> **ACTION ITEM**
Strip out all images, then restate the data verbatim.

> **DATASET**

= Beginning of Section =

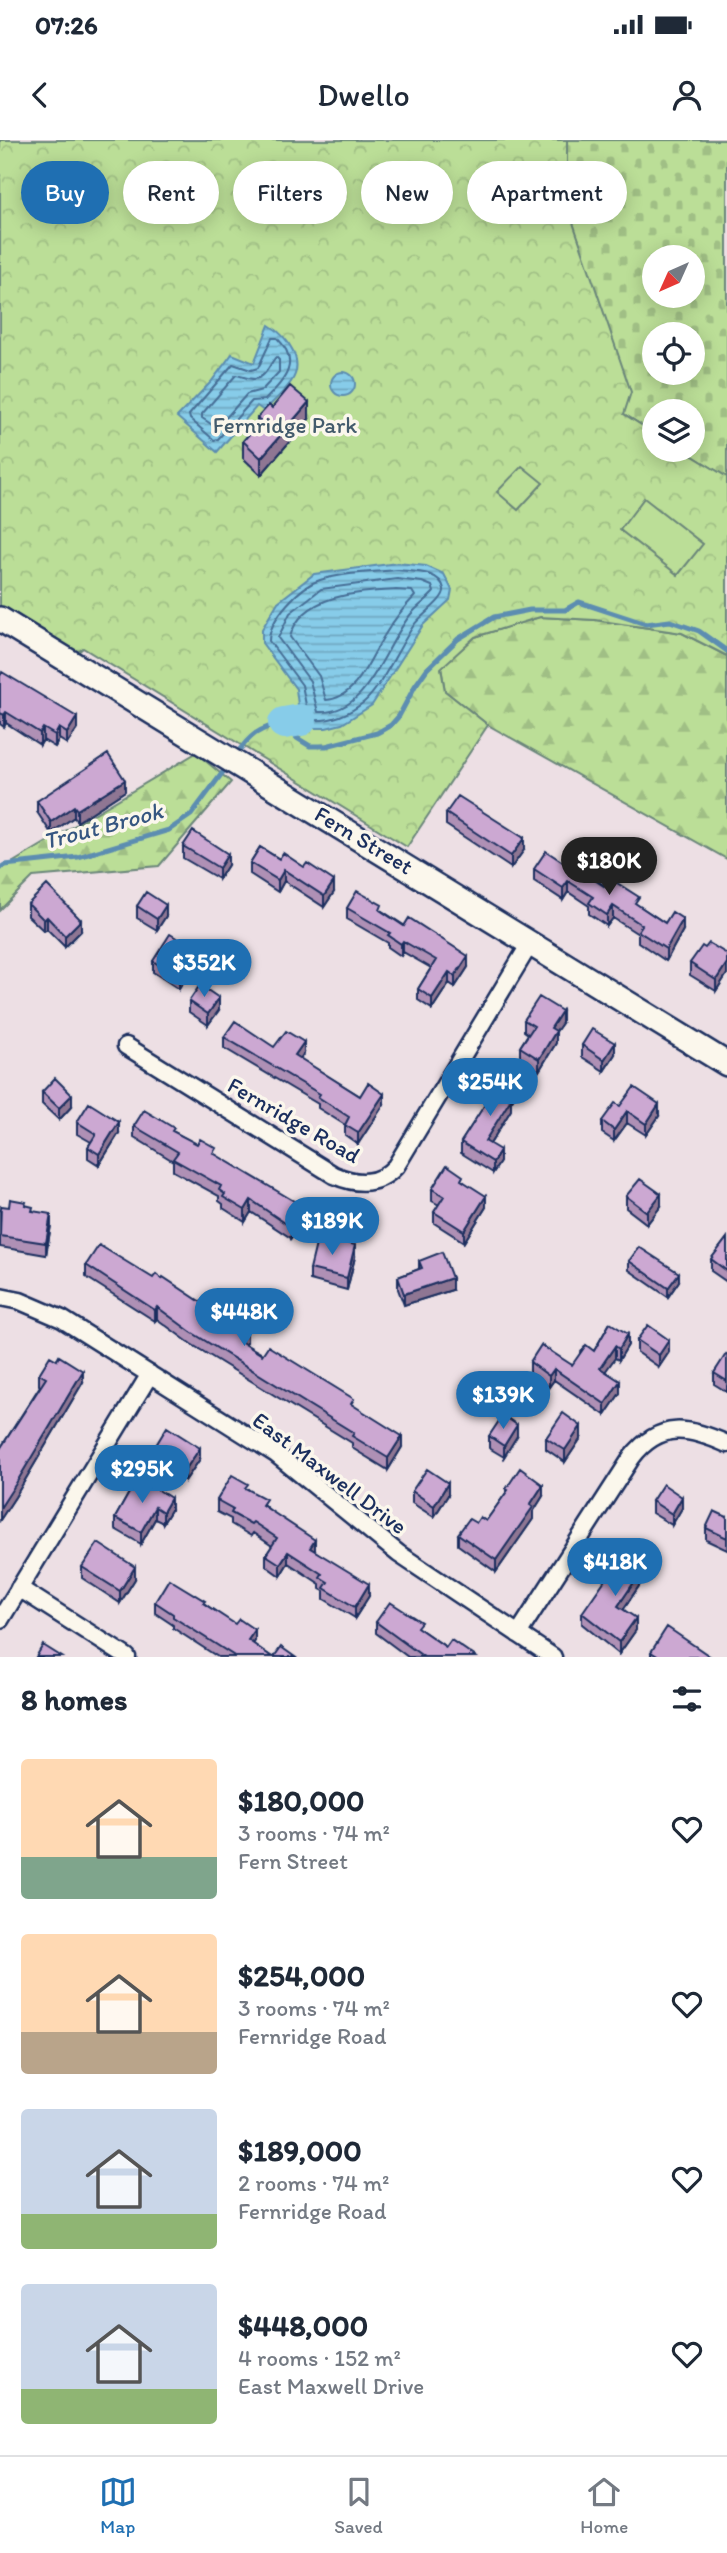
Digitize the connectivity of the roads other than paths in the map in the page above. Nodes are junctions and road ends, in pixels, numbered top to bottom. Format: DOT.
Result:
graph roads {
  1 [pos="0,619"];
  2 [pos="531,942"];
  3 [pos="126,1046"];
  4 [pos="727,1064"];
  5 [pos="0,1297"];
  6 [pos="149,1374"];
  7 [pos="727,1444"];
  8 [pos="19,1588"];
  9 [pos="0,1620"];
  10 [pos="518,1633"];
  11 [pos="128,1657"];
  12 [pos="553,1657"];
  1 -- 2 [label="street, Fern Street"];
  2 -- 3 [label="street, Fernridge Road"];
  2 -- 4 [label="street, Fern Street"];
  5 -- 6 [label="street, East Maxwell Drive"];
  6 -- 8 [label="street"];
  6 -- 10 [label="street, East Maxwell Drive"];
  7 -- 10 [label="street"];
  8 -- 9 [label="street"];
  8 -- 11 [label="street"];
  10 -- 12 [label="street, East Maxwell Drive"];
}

= End of Section =

> **WRITTEN REPLY**
Digitize the connectivity of the roads other than paths in the map in the page above. Nodes are junctions and road ends, in pixels, numbered top to bottom. Format: DOT.
Result:
graph roads {
  1 [pos="0,619"];
  2 [pos="531,942"];
  3 [pos="126,1046"];
  4 [pos="727,1064"];
  5 [pos="0,1297"];
  6 [pos="149,1374"];
  7 [pos="727,1444"];
  8 [pos="19,1588"];
  9 [pos="0,1620"];
  10 [pos="518,1633"];
  11 [pos="128,1657"];
  12 [pos="553,1657"];
  1 -- 2 [label="street, Fern Street"];
  2 -- 3 [label="street, Fernridge Road"];
  2 -- 4 [label="street, Fern Street"];
  5 -- 6 [label="street, East Maxwell Drive"];
  6 -- 8 [label="street"];
  6 -- 10 [label="street, East Maxwell Drive"];
  7 -- 10 [label="street"];
  8 -- 9 [label="street"];
  8 -- 11 [label="street"];
  10 -- 12 [label="street, East Maxwell Drive"];
}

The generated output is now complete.